* **Excerpted data**
-----
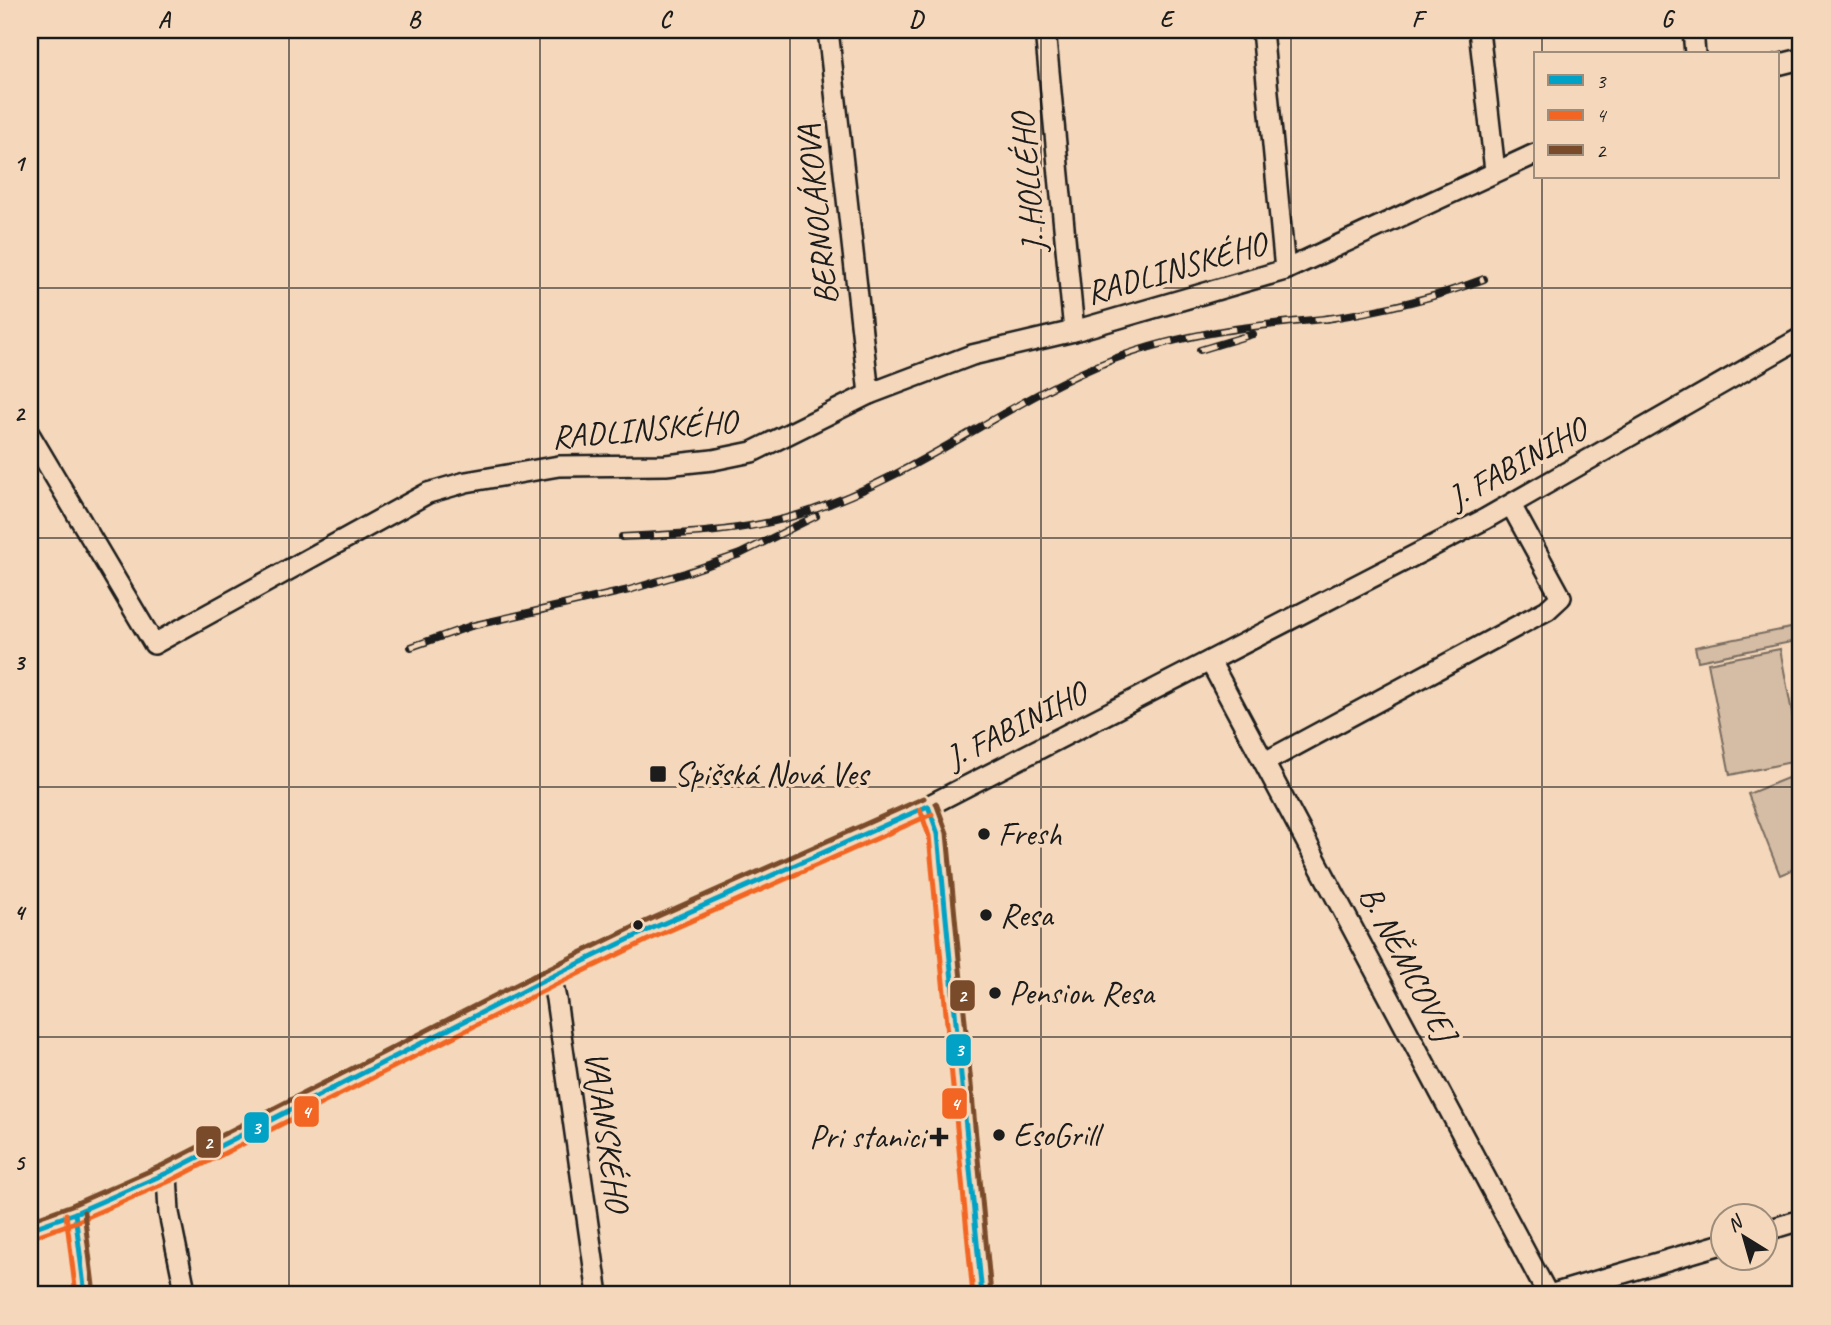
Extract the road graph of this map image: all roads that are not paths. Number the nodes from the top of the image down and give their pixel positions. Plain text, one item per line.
-----
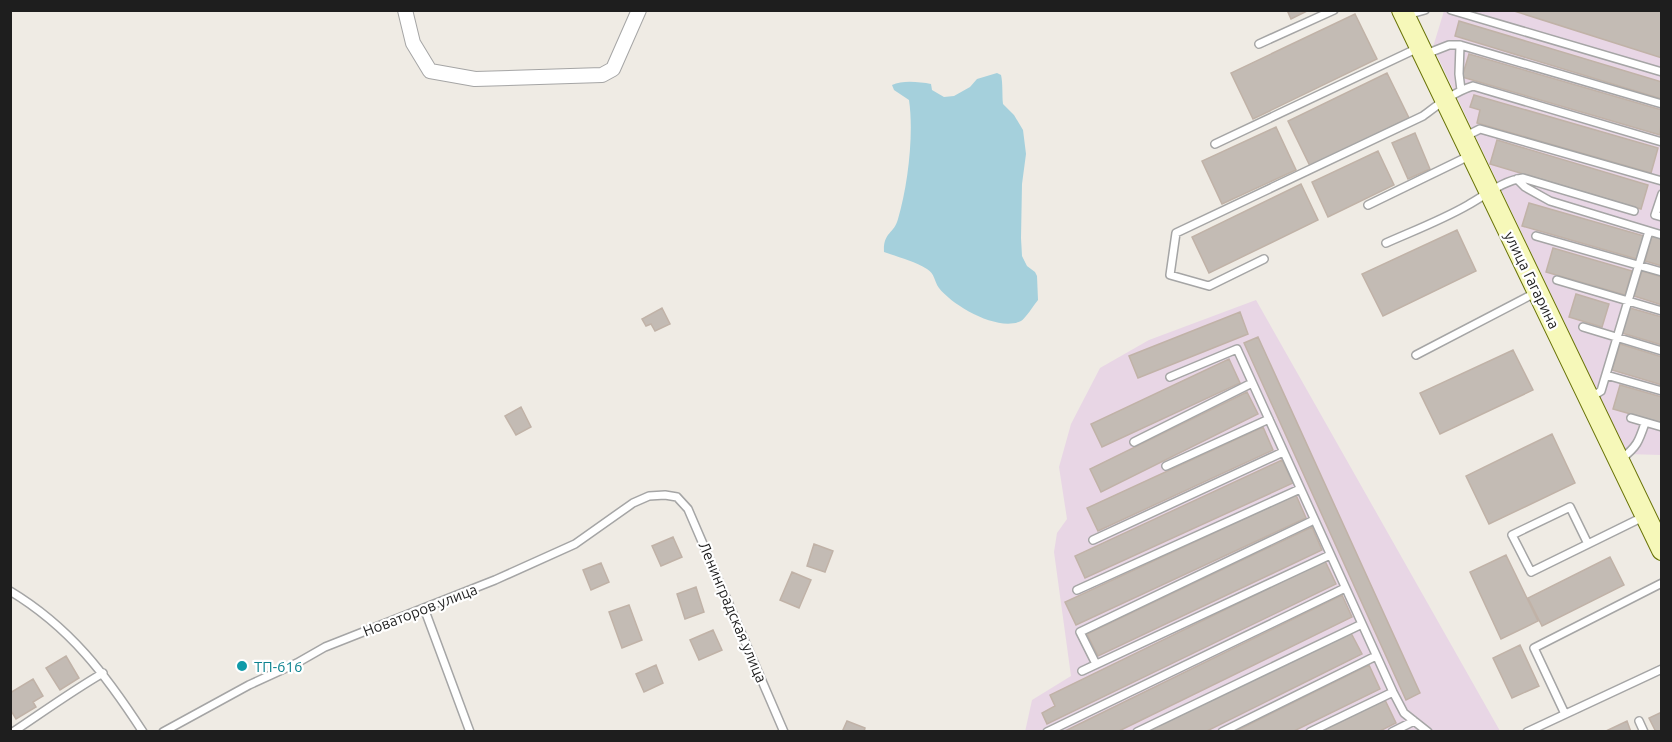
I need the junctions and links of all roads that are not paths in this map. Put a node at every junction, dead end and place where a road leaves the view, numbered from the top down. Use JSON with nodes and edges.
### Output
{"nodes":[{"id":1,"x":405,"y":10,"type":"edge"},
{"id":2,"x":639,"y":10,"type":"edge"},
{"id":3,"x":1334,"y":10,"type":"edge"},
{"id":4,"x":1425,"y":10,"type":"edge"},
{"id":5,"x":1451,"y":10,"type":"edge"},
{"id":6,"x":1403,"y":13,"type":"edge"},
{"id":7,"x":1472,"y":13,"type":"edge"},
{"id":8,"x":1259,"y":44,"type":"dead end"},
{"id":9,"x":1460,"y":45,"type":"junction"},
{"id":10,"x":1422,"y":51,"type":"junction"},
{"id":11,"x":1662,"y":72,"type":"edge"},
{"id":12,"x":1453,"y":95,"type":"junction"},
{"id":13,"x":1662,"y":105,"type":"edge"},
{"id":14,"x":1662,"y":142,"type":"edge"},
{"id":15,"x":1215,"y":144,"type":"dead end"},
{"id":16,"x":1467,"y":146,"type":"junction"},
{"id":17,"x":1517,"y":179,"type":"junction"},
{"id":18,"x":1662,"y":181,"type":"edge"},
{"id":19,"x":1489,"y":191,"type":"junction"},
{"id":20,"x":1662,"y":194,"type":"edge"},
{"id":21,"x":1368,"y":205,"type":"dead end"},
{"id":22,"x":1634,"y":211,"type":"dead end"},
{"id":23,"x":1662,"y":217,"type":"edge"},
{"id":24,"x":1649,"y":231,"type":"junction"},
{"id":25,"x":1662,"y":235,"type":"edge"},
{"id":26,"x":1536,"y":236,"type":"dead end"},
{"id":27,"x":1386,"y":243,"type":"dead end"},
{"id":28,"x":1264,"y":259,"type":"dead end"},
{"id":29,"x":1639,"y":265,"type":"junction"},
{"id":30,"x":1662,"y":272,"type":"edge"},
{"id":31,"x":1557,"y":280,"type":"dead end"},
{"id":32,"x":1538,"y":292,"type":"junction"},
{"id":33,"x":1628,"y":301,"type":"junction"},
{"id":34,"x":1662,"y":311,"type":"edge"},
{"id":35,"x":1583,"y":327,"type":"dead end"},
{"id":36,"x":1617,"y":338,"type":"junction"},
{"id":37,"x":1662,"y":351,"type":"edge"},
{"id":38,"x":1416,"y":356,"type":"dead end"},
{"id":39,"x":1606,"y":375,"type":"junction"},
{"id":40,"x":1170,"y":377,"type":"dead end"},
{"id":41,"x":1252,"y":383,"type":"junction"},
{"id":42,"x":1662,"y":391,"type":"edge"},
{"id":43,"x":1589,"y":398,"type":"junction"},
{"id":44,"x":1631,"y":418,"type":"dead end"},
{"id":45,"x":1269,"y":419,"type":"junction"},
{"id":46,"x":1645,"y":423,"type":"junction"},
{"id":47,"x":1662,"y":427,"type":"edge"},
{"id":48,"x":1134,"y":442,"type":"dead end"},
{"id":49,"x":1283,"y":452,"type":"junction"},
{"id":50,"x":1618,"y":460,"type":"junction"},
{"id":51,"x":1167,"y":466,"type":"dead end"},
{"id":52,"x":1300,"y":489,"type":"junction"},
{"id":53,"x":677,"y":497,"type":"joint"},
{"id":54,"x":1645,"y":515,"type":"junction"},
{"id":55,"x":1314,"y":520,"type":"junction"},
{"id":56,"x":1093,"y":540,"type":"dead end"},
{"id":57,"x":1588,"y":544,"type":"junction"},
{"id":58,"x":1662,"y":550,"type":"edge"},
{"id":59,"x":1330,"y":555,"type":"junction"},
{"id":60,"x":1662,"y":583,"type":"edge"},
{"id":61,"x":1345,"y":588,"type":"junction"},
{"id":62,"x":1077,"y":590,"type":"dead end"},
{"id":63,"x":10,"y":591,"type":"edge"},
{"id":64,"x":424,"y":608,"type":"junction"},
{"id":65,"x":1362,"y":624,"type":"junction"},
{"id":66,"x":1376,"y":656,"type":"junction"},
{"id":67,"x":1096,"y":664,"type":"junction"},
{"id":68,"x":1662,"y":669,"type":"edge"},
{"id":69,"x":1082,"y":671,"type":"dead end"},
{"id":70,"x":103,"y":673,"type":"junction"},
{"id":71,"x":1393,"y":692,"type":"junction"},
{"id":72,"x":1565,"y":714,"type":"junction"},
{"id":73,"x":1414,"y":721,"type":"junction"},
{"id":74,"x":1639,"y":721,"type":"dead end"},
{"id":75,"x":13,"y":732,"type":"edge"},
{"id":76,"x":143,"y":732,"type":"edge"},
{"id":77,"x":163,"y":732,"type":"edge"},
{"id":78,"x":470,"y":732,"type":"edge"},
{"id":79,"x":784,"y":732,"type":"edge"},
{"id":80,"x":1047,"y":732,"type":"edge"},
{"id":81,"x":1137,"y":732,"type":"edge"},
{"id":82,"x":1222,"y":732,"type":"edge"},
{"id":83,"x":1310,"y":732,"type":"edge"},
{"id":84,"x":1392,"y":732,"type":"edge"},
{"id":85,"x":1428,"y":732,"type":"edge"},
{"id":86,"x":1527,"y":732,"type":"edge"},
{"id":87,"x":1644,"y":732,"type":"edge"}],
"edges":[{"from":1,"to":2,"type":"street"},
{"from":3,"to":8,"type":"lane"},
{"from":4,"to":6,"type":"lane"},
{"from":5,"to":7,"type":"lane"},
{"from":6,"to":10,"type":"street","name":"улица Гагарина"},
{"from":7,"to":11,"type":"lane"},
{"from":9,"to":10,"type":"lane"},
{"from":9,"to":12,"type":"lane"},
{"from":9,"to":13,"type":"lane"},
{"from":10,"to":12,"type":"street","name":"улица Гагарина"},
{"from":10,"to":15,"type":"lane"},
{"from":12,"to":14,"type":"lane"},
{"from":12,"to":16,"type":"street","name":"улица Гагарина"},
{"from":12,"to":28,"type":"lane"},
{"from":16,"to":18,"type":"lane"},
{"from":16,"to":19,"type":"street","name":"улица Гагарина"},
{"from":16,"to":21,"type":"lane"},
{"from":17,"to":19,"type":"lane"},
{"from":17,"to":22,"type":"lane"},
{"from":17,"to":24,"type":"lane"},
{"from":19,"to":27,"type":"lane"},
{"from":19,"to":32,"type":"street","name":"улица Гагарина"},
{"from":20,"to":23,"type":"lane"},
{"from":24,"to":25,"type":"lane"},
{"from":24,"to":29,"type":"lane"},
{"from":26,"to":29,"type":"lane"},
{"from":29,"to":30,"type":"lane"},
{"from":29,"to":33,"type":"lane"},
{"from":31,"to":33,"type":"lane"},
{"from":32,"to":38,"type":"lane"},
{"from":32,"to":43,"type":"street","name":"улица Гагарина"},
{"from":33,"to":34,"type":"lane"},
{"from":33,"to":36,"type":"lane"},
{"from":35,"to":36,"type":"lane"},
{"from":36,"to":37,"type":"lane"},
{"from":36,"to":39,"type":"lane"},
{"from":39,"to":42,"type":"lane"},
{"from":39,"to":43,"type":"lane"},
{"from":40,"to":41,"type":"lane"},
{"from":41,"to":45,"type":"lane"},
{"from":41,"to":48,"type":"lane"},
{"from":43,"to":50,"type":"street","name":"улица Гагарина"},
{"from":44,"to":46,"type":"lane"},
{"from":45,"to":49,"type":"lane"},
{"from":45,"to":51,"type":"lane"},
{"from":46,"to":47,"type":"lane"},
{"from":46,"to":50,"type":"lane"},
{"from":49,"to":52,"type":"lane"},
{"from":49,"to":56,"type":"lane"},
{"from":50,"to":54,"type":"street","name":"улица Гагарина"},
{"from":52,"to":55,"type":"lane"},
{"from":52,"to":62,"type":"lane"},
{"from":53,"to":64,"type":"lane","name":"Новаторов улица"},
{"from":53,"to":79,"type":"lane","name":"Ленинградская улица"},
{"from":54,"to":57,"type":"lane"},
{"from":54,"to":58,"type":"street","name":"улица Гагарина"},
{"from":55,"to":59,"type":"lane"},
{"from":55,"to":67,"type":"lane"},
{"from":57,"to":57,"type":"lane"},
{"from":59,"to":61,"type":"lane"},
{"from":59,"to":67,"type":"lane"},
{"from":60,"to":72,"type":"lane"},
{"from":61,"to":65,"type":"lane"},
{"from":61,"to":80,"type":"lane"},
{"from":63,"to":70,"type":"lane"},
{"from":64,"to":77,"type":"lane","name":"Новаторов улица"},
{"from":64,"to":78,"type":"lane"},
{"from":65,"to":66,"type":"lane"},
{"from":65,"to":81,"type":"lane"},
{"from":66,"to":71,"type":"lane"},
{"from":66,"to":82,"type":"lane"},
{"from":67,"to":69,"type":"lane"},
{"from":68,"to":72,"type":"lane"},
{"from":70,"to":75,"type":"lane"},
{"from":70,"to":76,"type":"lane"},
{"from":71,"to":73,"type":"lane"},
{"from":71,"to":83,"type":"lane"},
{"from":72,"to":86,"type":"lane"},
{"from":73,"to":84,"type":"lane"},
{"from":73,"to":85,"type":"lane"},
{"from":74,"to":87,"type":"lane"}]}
-----
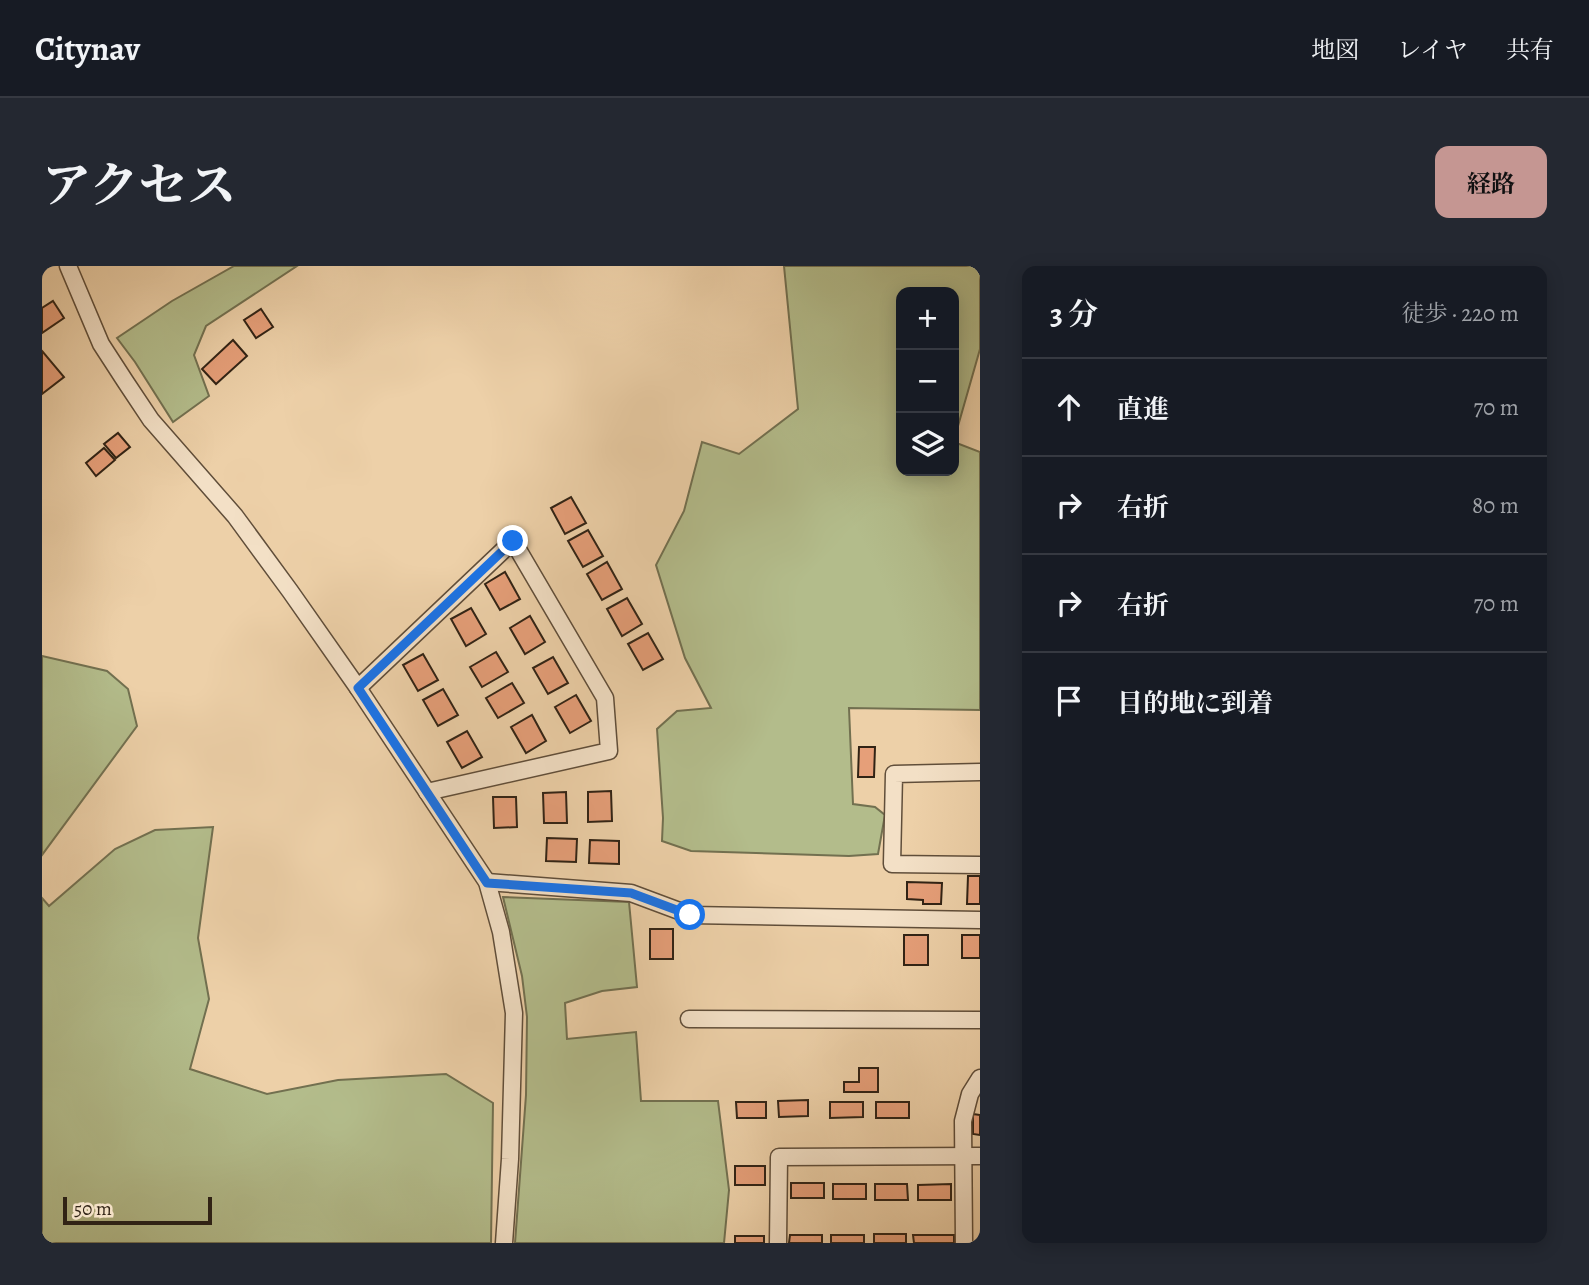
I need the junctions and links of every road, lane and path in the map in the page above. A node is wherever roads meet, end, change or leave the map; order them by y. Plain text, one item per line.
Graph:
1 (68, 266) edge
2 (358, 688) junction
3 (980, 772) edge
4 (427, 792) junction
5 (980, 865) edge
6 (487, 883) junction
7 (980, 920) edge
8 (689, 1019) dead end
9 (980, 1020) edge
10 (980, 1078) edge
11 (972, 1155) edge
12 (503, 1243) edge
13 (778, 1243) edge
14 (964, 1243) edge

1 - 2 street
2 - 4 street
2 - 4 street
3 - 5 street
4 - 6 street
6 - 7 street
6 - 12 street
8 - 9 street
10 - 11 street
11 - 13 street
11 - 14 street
-----
* **What the exercise asks**
The lines you need are those containing "item"; find them in the records and copy them.

* **Finished task**
Extract the road graph of this map image: all roads that are not paths. Number the nodes from the top of the image down and give their pixel positions. Plain text, one item per line.
I need the junctions and links of every road, lane and path in the map in the page above. A node is wherever roads meet, end, change or leave the map; order them by y. Plain text, one item per line.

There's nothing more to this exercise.